The reality of it is we don't know, besides that kind of intuitive appeal, what it means when patients respond and have reversion of fibrosis in terms of long-term outcomes or in terms of what that goes along with our patients feeling better. [Those are] some of the other measures of response correlating with the marrow response.
What are some key takeaways regarding pelabresib and its development?
The first one is that we need to wait for the data to mature. My personal bias is all of these biomarkers are invaluable until we know outcomes such as survival or time to treatment failure or event-free survival. Until we know that, we are just kind of stuck in this circular loop of what should be, what we hope will be, what our intuitive beliefs are, but we do not really know what any of these things mean until we have those outcomes. That just takes time.

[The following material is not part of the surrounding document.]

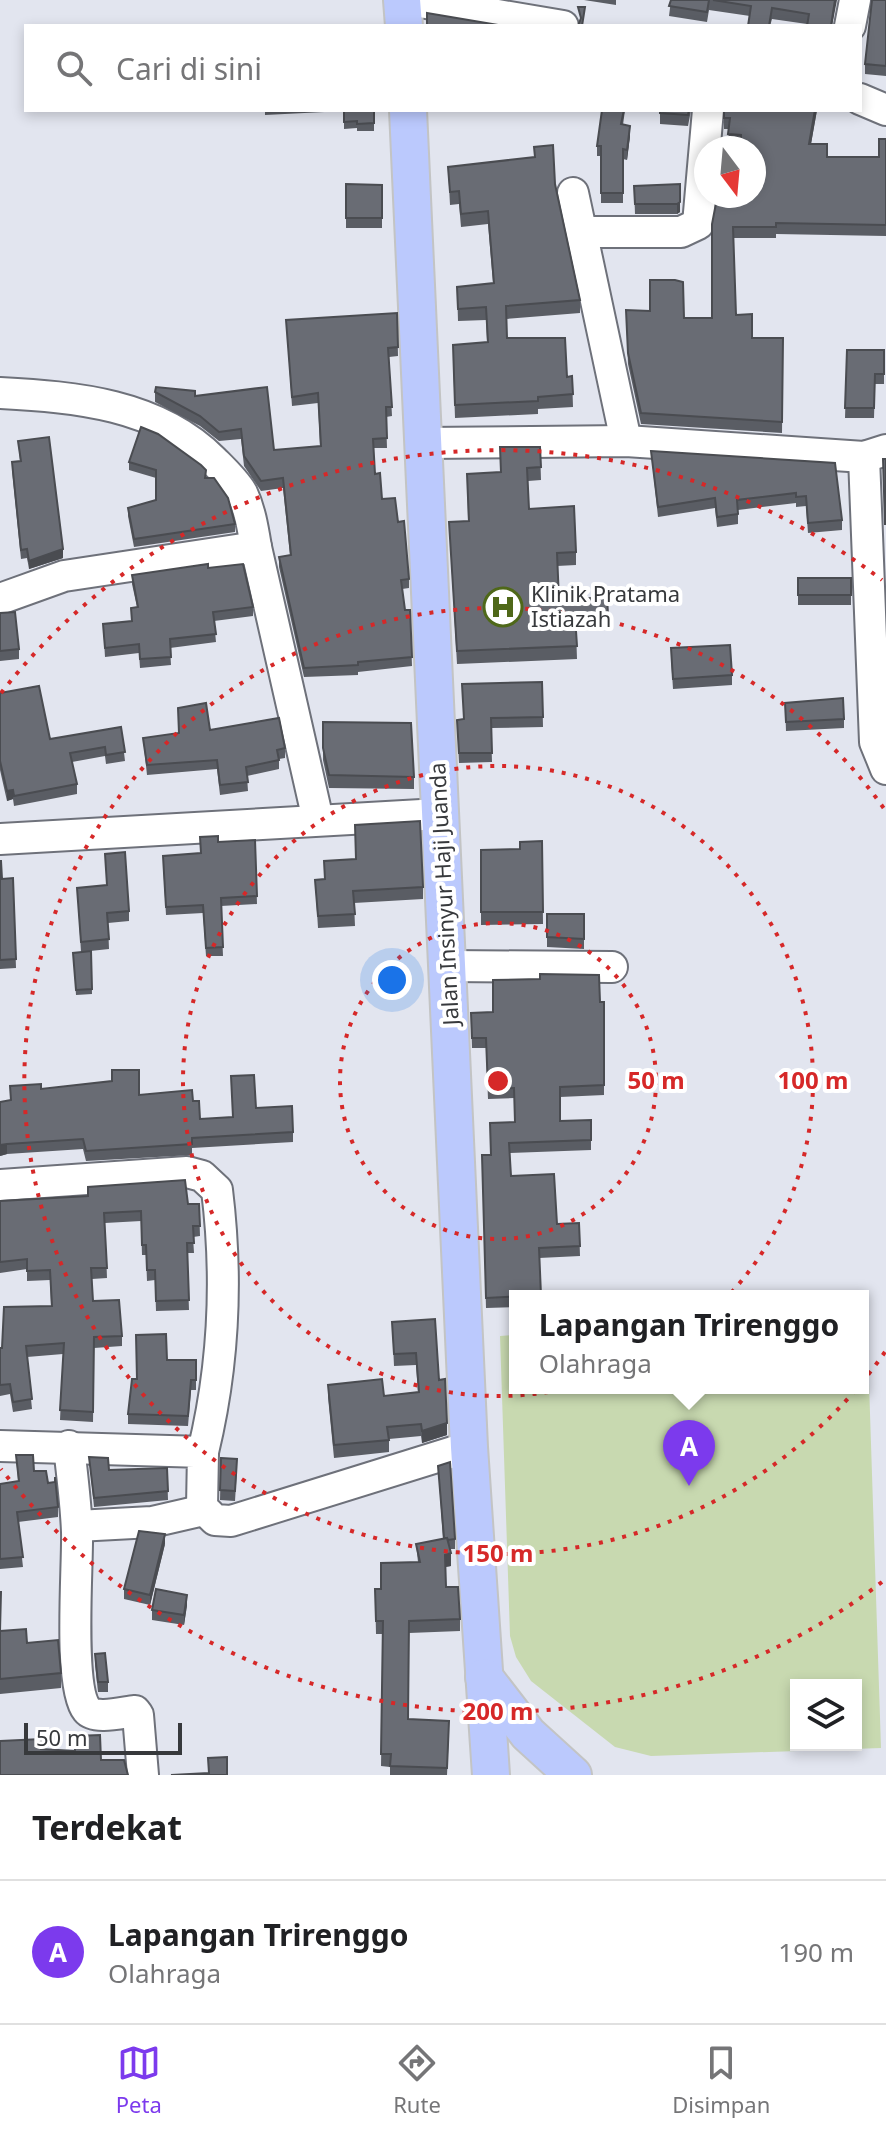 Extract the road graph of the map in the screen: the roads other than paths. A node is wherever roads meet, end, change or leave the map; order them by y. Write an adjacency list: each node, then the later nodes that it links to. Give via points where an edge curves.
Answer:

The nice thing is there are a number of phase 3 studies, randomized trials, collaborative studies. MANIFEST-2 is a randomized phase 3 study, and that will allow us to address and follow up on some of these findings, and hopefully get to those answers about whether or not these changes that we're observing in the short-term are predicting these long-term beneficial outcomes. It just takes time for that data to mature.